There is much to gain by further exploring self-healing hydrogels in soft robots. For example, by adding hygroscopic ions to the hydrogel, the hydrogel could self-hydrate by pulling water out of the ambient environment (Bai et al., 2014; Chen et al., 2014), ensuring that the actuator is always ready to self-heal. The high water concentration in hydrogels (when compared with the humidity of the surrounding air) can enable hydrogel polymers to heal much more rapidly than normal self-healing polymers, as demonstrated by Jeon et al. (2016). However, one constant challenge that hydrogels face is ensuring that they remain sufficiently hydrated. Further advantages gained through the use of conductive hydrogels will be discussed briefly in Section “Shape Memory Materials” in the context of self-healing electronics.
Self-Healing Soft Robot Structures
Given the goals of environmental adaptability and large degree-of-freedom operation for soft robots, it is not surprising that structure is of deep interest to soft robotic design (Bar-Cohen and Breazeal, 2003; Mazzolai et al., 2007; Case et al., 2016). Designing with materials that support actuation and sensing is crucial to enable functionality and adaptability in soft robots. Passive structures, material backbones that hold together a series of actuators and sensors, can easily be enhanced by adding self-healing functionality (Ghosh, 2009; Li and Meng, 2015; Huynh et al., 2017). Of particular interest to soft roboticists are stiffness changing materials that enable soft robotic structures to have low stiffness for adaptation or actuation, and high stiffness to increase output forces or provide stability. A recent review covers this topic in more detail in its application to soft robotics (Manti et al., 2016). It is with this idea of structural materials that we continue our investigation of self-healing and damage resilience in soft robotics.
Low Melting Temperature Materials
Materials that have been employed in purely functional structural cases are primarily those that can undergo phase changes at low temperatures, such as low melting point alloys (LMPAs) or wax. This is because the low-temperature phase change alters the material stiffness by many orders of magnitude, with relatively small amounts of energy input. These materials are also ideal for self-healing, since they can change to a liquid form that readily flows to fill cracks, holes, or other damage. Once the system has healed the damage, the materials can be cooled again to restore a continuous solid body.

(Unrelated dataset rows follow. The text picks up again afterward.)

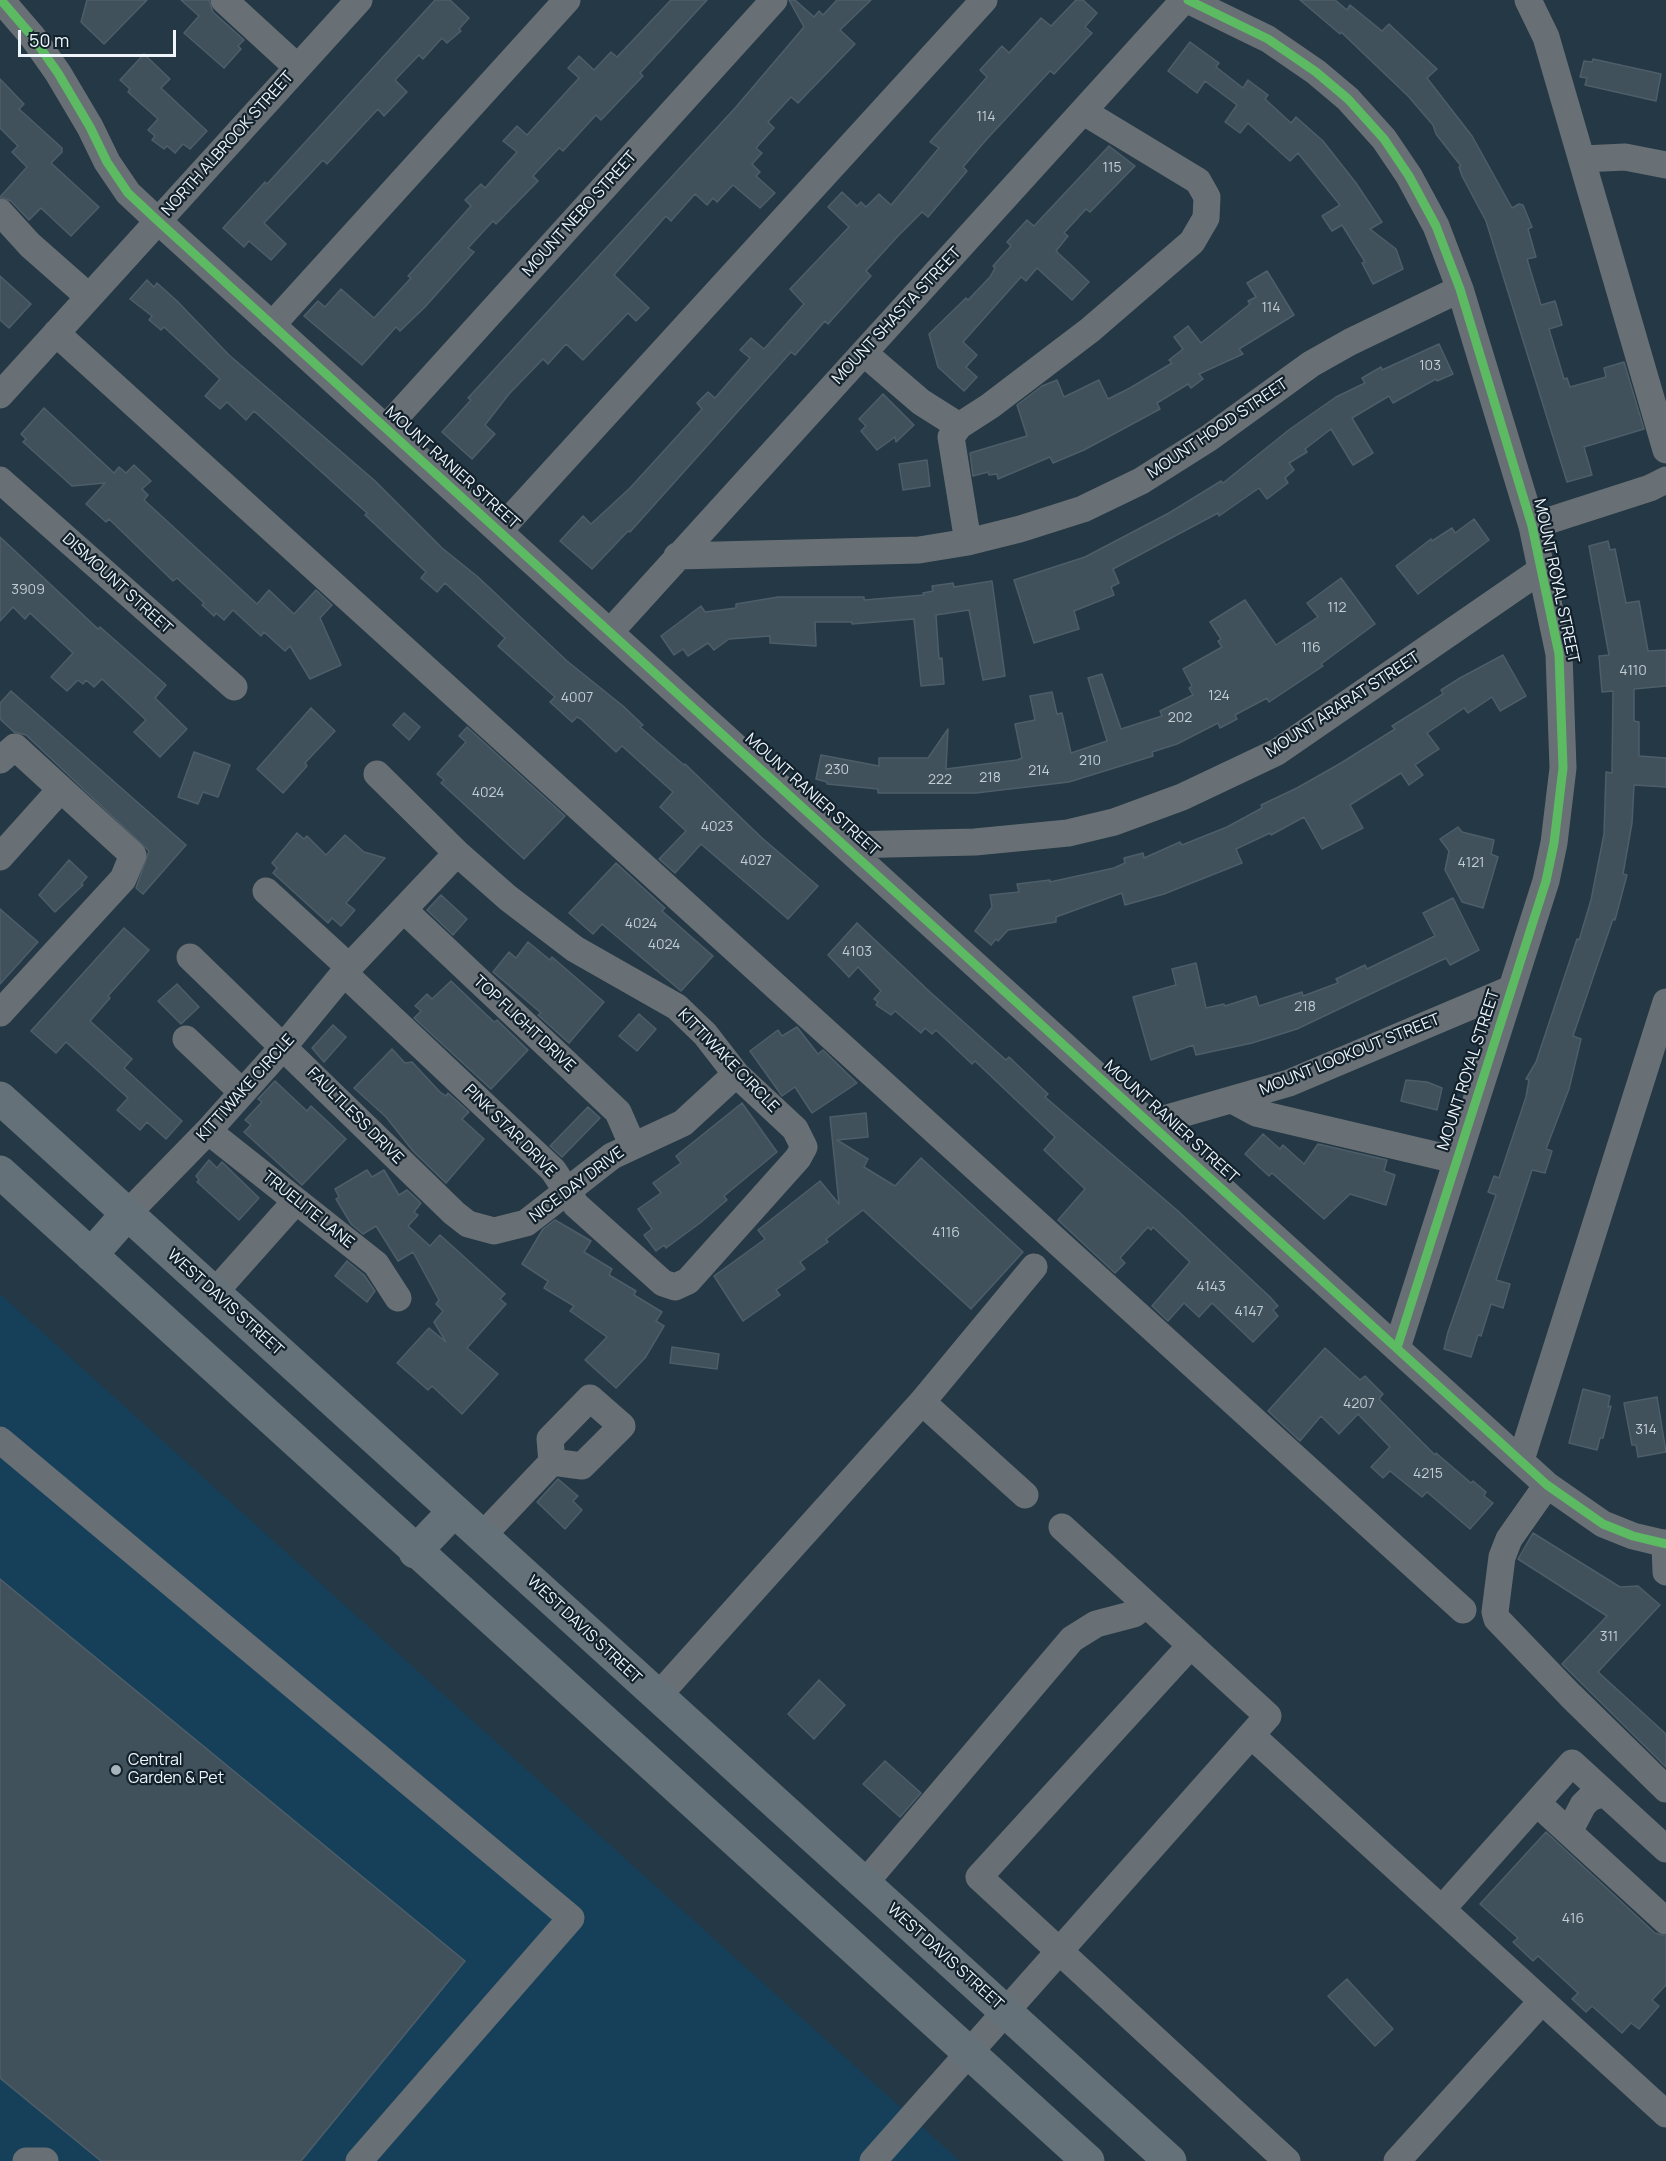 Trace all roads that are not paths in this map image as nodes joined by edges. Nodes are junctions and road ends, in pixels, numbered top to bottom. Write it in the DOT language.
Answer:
graph roads {
  1 [pos="1,0"];
  2 [pos="224,0"];
  3 [pos="359,0"];
  4 [pos="567,0"];
  5 [pos="774,0"];
  6 [pos="984,0"];
  7 [pos="1186,0"];
  8 [pos="1528,0"];
  9 [pos="297,67"];
  10 [pos="1084,112"];
  11 [pos="1582,159"];
  12 [pos="1666,165"];
  13 [pos="0,212"];
  14 [pos="158,221"];
  15 [pos="1460,289"];
  16 [pos="89,297"];
  17 [pos="272,325"];
  18 [pos="56,333"];
  19 [pos="864,353"];
  20 [pos="2,388"];
  21 [pos="959,426"];
  22 [pos="386,428"];
  23 [pos="1666,450"];
  24 [pos="0,480"];
  25 [pos="1666,480"];
  26 [pos="1532,526"];
  27 [pos="499,531"];
  28 [pos="968,542"];
  29 [pos="677,556"];
  30 [pos="1541,570"];
  31 [pos="610,632"];
  32 [pos="234,687"];
  33 [pos="0,760"];
  34 [pos="377,774"];
  35 [pos="60,790"];
  36 [pos="845,845"];
  37 [pos="457,853"];
  38 [pos="0,856"];
  39 [pos="266,891"];
  40 [pos="405,911"];
  41 [pos="190,957"];
  42 [pos="347,970"];
  43 [pos="1511,988"];
  44 [pos="1666,1002"];
  45 [pos="0,1013"];
  46 [pos="186,1039"];
  47 [pos="285,1046"];
  48 [pos="736,1074"];
  49 [pos="242,1092"];
  50 [pos="0,1098"];
  51 [pos="1232,1100"];
  52 [pos="1150,1123"];
  53 [pos="208,1131"];
  54 [pos="632,1144"];
  55 [pos="1456,1160"];
  56 [pos="0,1172"];
  57 [pos="567,1191"];
  58 [pos="296,1201"];
  59 [pos="127,1214"];
  60 [pos="468,1224"];
  61 [pos="91,1255"];
  62 [pos="1034,1267"];
  63 [pos="675,1287"];
  64 [pos="214,1293"];
  65 [pos="398,1298"];
  66 [pos="1397,1348"];
  67 [pos="922,1402"];
  68 [pos="0,1440"];
  69 [pos="1521,1460"];
  70 [pos="552,1462"];
  71 [pos="1547,1485"];
  72 [pos="1025,1495"];
  73 [pos="454,1511"];
  74 [pos="1062,1527"];
  75 [pos="482,1536"];
  76 [pos="1665,1544"];
  77 [pos="415,1552"];
  78 [pos="1666,1572"];
  79 [pos="1146,1605"];
  80 [pos="1463,1610"];
  81 [pos="1191,1645"];
  82 [pos="657,1697"];
  83 [pos="1251,1735"];
  84 [pos="1666,1789"];
  85 [pos="1605,1793"];
  86 [pos="1537,1803"];
  87 [pos="1569,1832"];
  88 [pos="1666,1849"];
  89 [pos="864,1884"];
  90 [pos="1442,1909"];
  91 [pos="1666,1921"];
  92 [pos="1059,1952"];
  93 [pos="1542,2001"];
  94 [pos="1007,2013"];
  95 [pos="970,2054"];
  96 [pos="1666,2114"];
  97 [pos="26,2161"];
  98 [pos="45,2161"];
  99 [pos="359,2161"];
  100 [pos="873,2161"];
  101 [pos="1088,2161"];
  102 [pos="1170,2161"];
  103 [pos="1287,2161"];
  104 [pos="1397,2161"];
  1 -- 14 [label="street, MOUNT RANIER STREET"];
  2 -- 9 [label="street"];
  3 -- 9 [label="street, NORTH ALBROOK STREET"];
  4 -- 17 [label="street"];
  5 -- 22 [label="street, MOUNT NEBO STREET"];
  6 -- 27 [label="street"];
  7 -- 10 [label="street, MOUNT SHASTA STREET"];
  7 -- 15 [label="street, MOUNT ROYAL STREET"];
  8 -- 11 [label="street"];
  9 -- 14 [label="street, NORTH ALBROOK STREET"];
  10 -- 19 [label="street, MOUNT SHASTA STREET"];
  10 -- 21 [label="street"];
  11 -- 12 [label="street"];
  11 -- 23 [label="street"];
  13 -- 16 [label="street"];
  14 -- 16 [label="street, NORTH ALBROOK STREET"];
  14 -- 17 [label="street, MOUNT RANIER STREET"];
  15 -- 26 [label="street, MOUNT ROYAL STREET"];
  15 -- 28 [label="street, MOUNT HOOD STREET"];
  16 -- 18 [label="street, NORTH ALBROOK STREET"];
  17 -- 22 [label="street, MOUNT RANIER STREET"];
  18 -- 20 [label="street, NORTH ALBROOK STREET"];
  18 -- 80 [label="street"];
  19 -- 21 [label="street"];
  19 -- 29 [label="street, MOUNT SHASTA STREET"];
  21 -- 28 [label="street"];
  22 -- 27 [label="street, MOUNT RANIER STREET"];
  24 -- 32 [label="street, DISMOUNT STREET"];
  25 -- 26 [label="street"];
  26 -- 30 [label="street, MOUNT ROYAL STREET"];
  27 -- 31 [label="street, MOUNT RANIER STREET"];
  28 -- 29 [label="street, MOUNT HOOD STREET"];
  29 -- 31 [label="street, MOUNT SHASTA STREET"];
  30 -- 36 [label="street, MOUNT ARARAT STREET"];
  30 -- 43 [label="street, MOUNT ROYAL STREET"];
  31 -- 36 [label="street, MOUNT RANIER STREET"];
  33 -- 35 [label="street"];
  34 -- 37 [label="street, KITTIWAKE CIRCLE"];
  35 -- 38 [label="street"];
  35 -- 45 [label="street"];
  36 -- 52 [label="street, MOUNT RANIER STREET"];
  37 -- 40 [label="street, KITTIWAKE CIRCLE"];
  37 -- 48 [label="street, KITTIWAKE CIRCLE"];
  39 -- 42 [label="street, PINK STAR DRIVE"];
  40 -- 42 [label="street, KITTIWAKE CIRCLE"];
  40 -- 54 [label="street, TOP FLIGHT DRIVE"];
  41 -- 47 [label="street, FAULTLESS DRIVE"];
  42 -- 47 [label="street, KITTIWAKE CIRCLE"];
  42 -- 57 [label="street, PINK STAR DRIVE"];
  43 -- 51 [label="street, MOUNT LOOKOUT STREET"];
  43 -- 55 [label="street, MOUNT ROYAL STREET"];
  44 -- 69 [label="street"];
  46 -- 49 [label="street"];
  47 -- 49 [label="street, KITTIWAKE CIRCLE"];
  47 -- 60 [label="street, FAULTLESS DRIVE"];
  48 -- 54 [label="street, NICE DAY DRIVE"];
  48 -- 63 [label="street, KITTIWAKE CIRCLE"];
  49 -- 53 [label="street, KITTIWAKE CIRCLE"];
  50 -- 59 [label="main road, WEST DAVIS STREET"];
  51 -- 52 [label="street, MOUNT LOOKOUT STREET"];
  51 -- 55 [label="street"];
  52 -- 66 [label="street, MOUNT RANIER STREET"];
  53 -- 58 [label="street, TRUELITE LANE"];
  53 -- 59 [label="street, KITTIWAKE CIRCLE"];
  54 -- 57 [label="street, NICE DAY DRIVE"];
  55 -- 66 [label="street, MOUNT ROYAL STREET"];
  56 -- 61 [label="main road"];
  57 -- 60 [label="street, NICE DAY DRIVE"];
  57 -- 63 [label="street, PINK STAR DRIVE"];
  58 -- 64 [label="street"];
  58 -- 65 [label="street, TRUELITE LANE"];
  59 -- 61 [label="main road"];
  59 -- 64 [label="main road, WEST DAVIS STREET"];
  61 -- 77 [label="main road"];
  62 -- 67 [label="street"];
  64 -- 73 [label="main road, WEST DAVIS STREET"];
  66 -- 69 [label="street, MOUNT RANIER STREET"];
  67 -- 72 [label="street"];
  67 -- 82 [label="street"];
  68 -- 99 [label="street"];
  69 -- 71 [label="street, MOUNT RANIER STREET"];
  70 -- 75 [label="street"];
  71 -- 76 [label="street, MOUNT RANIER STREET"];
  71 -- 84 [label="street"];
  73 -- 75 [label="main road, WEST DAVIS STREET"];
  73 -- 77 [label="main road"];
  74 -- 79 [label="street"];
  75 -- 82 [label="main road, WEST DAVIS STREET"];
  76 -- 78 [label="street"];
  77 -- 95 [label="main road"];
  79 -- 81 [label="street"];
  79 -- 89 [label="street"];
  81 -- 83 [label="street"];
  81 -- 92 [label="street"];
  82 -- 89 [label="main road, WEST DAVIS STREET"];
  83 -- 90 [label="street"];
  83 -- 92 [label="street"];
  85 -- 86 [label="street"];
  85 -- 87 [label="street"];
  85 -- 88 [label="street"];
  86 -- 87 [label="street"];
  86 -- 90 [label="street"];
  87 -- 91 [label="street"];
  89 -- 94 [label="main road, WEST DAVIS STREET"];
  90 -- 93 [label="street"];
  92 -- 94 [label="street"];
  92 -- 103 [label="street"];
  93 -- 96 [label="street"];
  93 -- 104 [label="street"];
  94 -- 95 [label="street"];
  94 -- 102 [label="main road, WEST DAVIS STREET"];
  95 -- 100 [label="street"];
  95 -- 101 [label="main road"];
  97 -- 98 [label="street"];
}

Low melting point alloys have been used in variable stiffness applications in order to provide a stiffening or morphable element in the robot (Nakai et al., 2002; Shan et al., 2013; Shintake et al., 2015), typically display melting points below 70°C and are solid at room temperature. Dr. Dario Floreano’s lab has demonstrated the value of LMPAs as self-healing, variable-stiffness soft robotic components (Figures 3A,B) (Schubert and Floreano, 2013). The researchers started by showing that the solid LMPA encapsulated in an elastomer provides structural stiffness until overloaded, causing the metal to crack and break. When this happens, the load is removed, allowing the encapsulating silicone to restore its original shape and pushing the cracked metal together. By Joule-heating the metal, it melts and reforms a continuous structural system (Figure 3B). Though this process breaks down after several hundred cycles (Figure 3B), it is possible to completely replace the damaged LMPA. Later work advanced this concept by sealing LMPA into a silicone tube that was pre-stretched (see Figure 3C) (Tonazzini et al., 2016). The pre-stretched tube added a constant internal compression to the LMPA, improving the self-healing process when compared to a system using the exact same setup and materials without the pre-stretch.
Figure 3
Polyurethane and silicone foams have been previously used as structural elements in soft robotics, as they are usually easy to deform, compress well, and often can sustain large extensions (Shimoga and Goldenberg, 1992; Lipson, 2014; Yuen et al., 2014, 2016). By impregnating porous foams such as these with low-melting point materials, variable stiffness materials are formed. This structure differs significantly from the above examples of encapsulated LMPA, as the low-melting point materials adhere to the foam (even in a liquid state) using capillary forces and wetting adhesion. Van Meerbeek et al. (2016) mixed LMPA into pre-cured silicone to create an open-celled, foam structure (see Figure 3F). Not only does the LMPA provide stiffening to the foam structure but also enables damage repair by welding the foam block back together with the LMPA post damage (Figure 3F, c). Mirroring the use of LMPAs, Cheng et al. (2014) filled a polyurethane foam lattice with wax which they broke repeatedly though over-compression. This foam–wax structure can self-heal back to nearly full-strength by melting the wax, even after multiple over-compressions. Although not conductive like LMPAs, wax does hold an advantage over LMPA since careful tuning of the molecular structure of the wax will separate out the softening temperature (for physical shape change) from the solid-to-liquid phase change temperature (for self-healing).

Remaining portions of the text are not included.